WHAT THE TASK ASKS
Copy each line of the material beneath that holds the word "pinky".
+++++
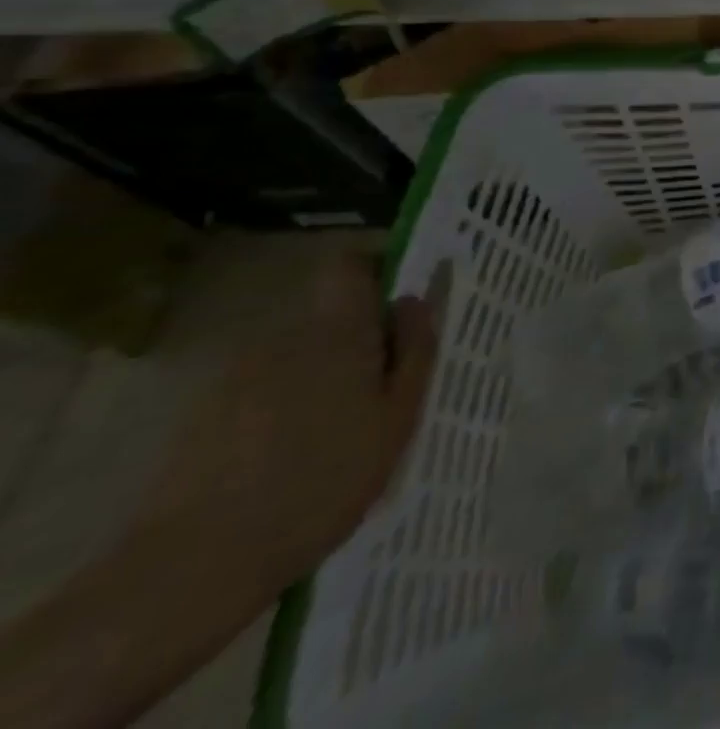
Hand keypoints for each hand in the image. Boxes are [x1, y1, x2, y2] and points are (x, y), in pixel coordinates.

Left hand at [142, 248, 436, 590]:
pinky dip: (280, 412)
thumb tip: (414, 301)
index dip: (377, 270)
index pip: (350, 266)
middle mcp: (282, 339)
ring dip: (320, 379)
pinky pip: (260, 392)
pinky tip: (288, 463)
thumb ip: (414, 350)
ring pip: (295, 358)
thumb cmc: (321, 482)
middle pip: (328, 318)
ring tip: (336, 437)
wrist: (190, 568)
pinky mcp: (201, 418)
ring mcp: (233, 378)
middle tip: (381, 391)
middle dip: (357, 342)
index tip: (402, 304)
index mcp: (335, 331)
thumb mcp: (397, 418)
+++++
RESPONSE AREA
pinky dip: (280, 412)
pinky pip: (260, 392)
pinky tip: (288, 463)
pinky mcp: (201, 418)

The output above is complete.